When the first wave of COVID-19 cases hit, many hospitals and health systems dealt with overwhelming patient numbers. Hospitals and health systems quickly implemented emergency plans, which included deploying alternative care sites, to meet demand and care for patients.
Many parking lots, convention centers, and decommissioned hospitals have been transformed into triage centers to deal with increased capacity, emphasizing the need to effectively share data. This requires additional technological resources that have the capabilities to integrate each patient’s data from the testing site to the proper destinations— such as the EHR, public health officials, and the CDC.
Why Interoperability Matters
The unexpected acceleration of alternative care settings has exposed some severe shortcomings in health systems’ ability to support bidirectional data exchange, critical to sharing patient data to necessary locations. The amount of IT and communications systems being deployed to alternative care locations is further highlighting the interoperability challenges many organizations already struggled to meet before COVID-19.
Read our whitepaper The Realities of Healthcare Interoperability: A Focus on Standards Common to All Networks.
Interoperability limitations have persisted for decades, and while many organizations have prioritized the adoption of integration tools, others have pursued the minimum levels of interoperability to meet data sharing requirements. Because of COVID-19, some new data – such as COVID-19 deaths and number of positive viral tests – is now in demand, and the volume and frequency of data exchange are increasing rapidly. Healthcare organizations that failed to adopt minimal interoperability initiatives prior to the pandemic are now struggling to aggregate and share data.

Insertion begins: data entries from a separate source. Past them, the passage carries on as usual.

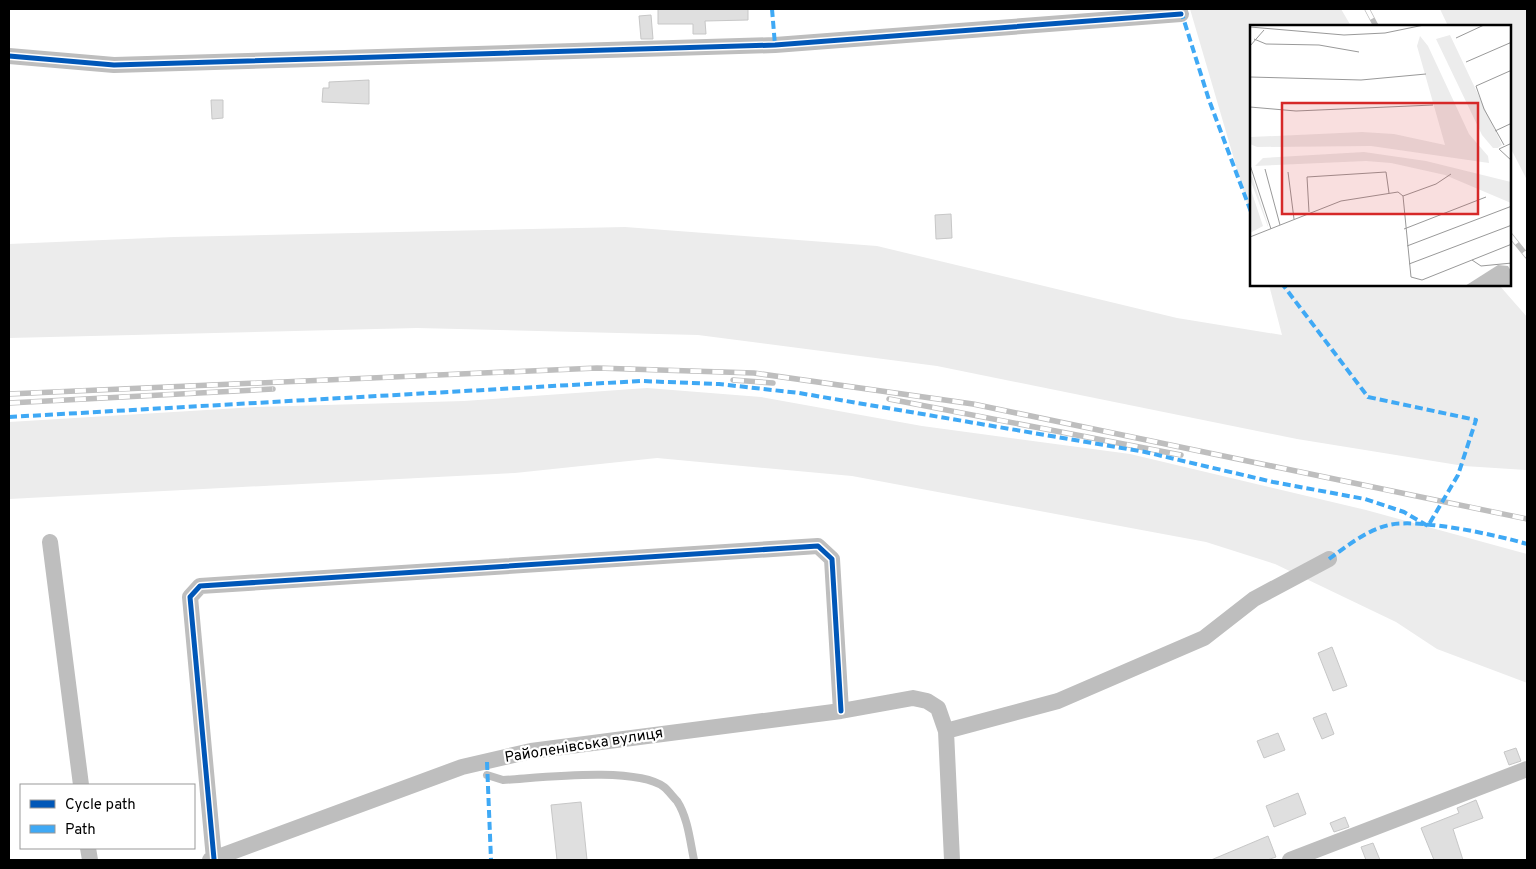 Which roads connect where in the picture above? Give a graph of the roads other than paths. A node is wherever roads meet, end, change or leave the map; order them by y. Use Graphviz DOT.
graph roads {
  1 [pos="1181,14"];
  2 [pos="9,56"];
  3 [pos="50,542"];
  4 [pos="1329,559"];
  5 [pos="840,711"];
  6 [pos="946,731"];
  7 [pos="487,768"];
  8 [pos="1527,769"];
  9 [pos="81,784"];
  10 [pos="212,859"];
  11 [pos="694,860"];
  12 [pos="952,860"];
  13 [pos="1290,860"];
  1 -- 2 [label="street"];
  3 -- 9 [label="street"];
  4 -- 6 [label="street"];
  5 -- 6 [label="street, Райоленівська вулиця"];
  5 -- 7 [label="street, Райоленівська вулиця"];
  5 -- 10 [label="street"];
  6 -- 12 [label="street"];
  7 -- 10 [label="street, Райоленівська вулиця"];
  7 -- 11 [label="lane"];
  8 -- 13 [label="street"];
} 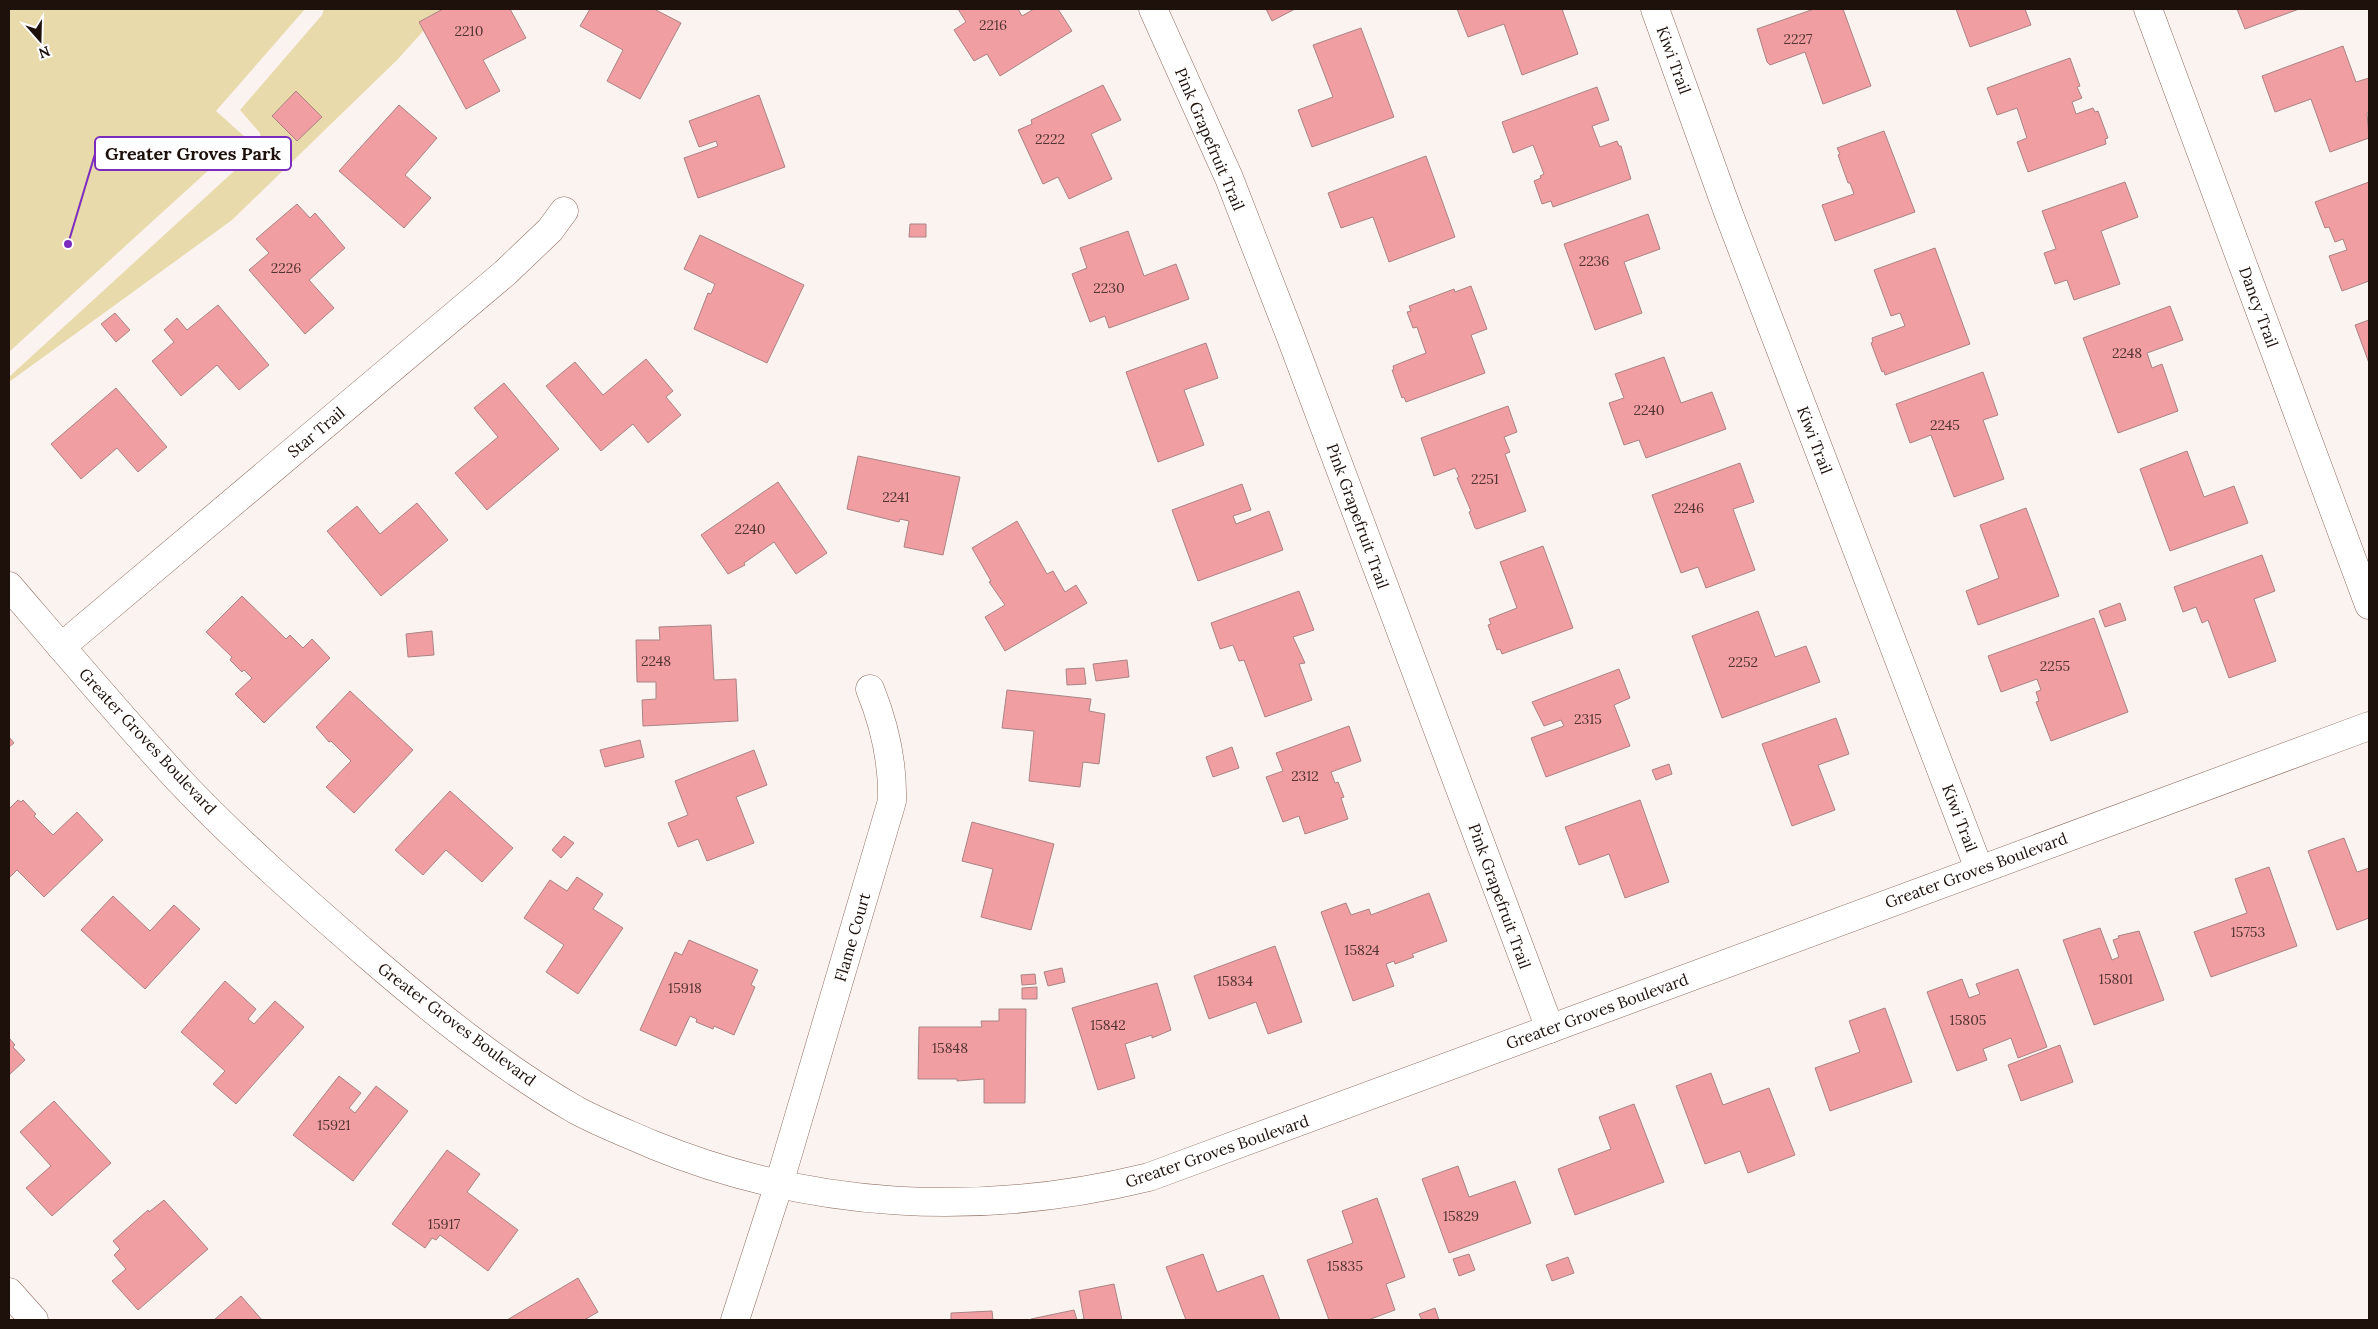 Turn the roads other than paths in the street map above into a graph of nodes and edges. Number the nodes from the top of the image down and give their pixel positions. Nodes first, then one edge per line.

In March, ONC and CMS finalized a set of interoperability rules that focus on propelling interoperability forward and giving patients better access to their healthcare data. Because of the coronavirus pandemic, CMS extended the implementation timeline to give providers working on the frontlines additional time so they can focus on treating patients.
However, even with the timeline relaxed for providers, they can still begin to take action now. Providers need the support of a strong IT infrastructure to accurately access and share patient health information from alternative care settings to other healthcare organizations, public health entities, and IT systems.
To start, healthcare organizations should consider looking into implementing an interoperability layer. Integration engines, like Corepoint and Rhapsody, enable seamless data exchange among disparate healthcare organizations, including health systems, telehealth platforms, EHRs, and health IT vendors.
Likewise, health IT vendors focused on supporting their provider-organization customers should stick to the original CMS/ONC timeline and consider incorporating enhanced data integration capabilities into their products.
As we adapt to the new normal and evaluate technology’s role in healthcare, interoperability will remain a critical capability. To achieve interoperability, now and in the future, healthcare systems and health IT vendors need to collectively work together and determine where they can strengthen their organizations and products. By doing this, the healthcare industry will be better equipped to handle the next pandemic.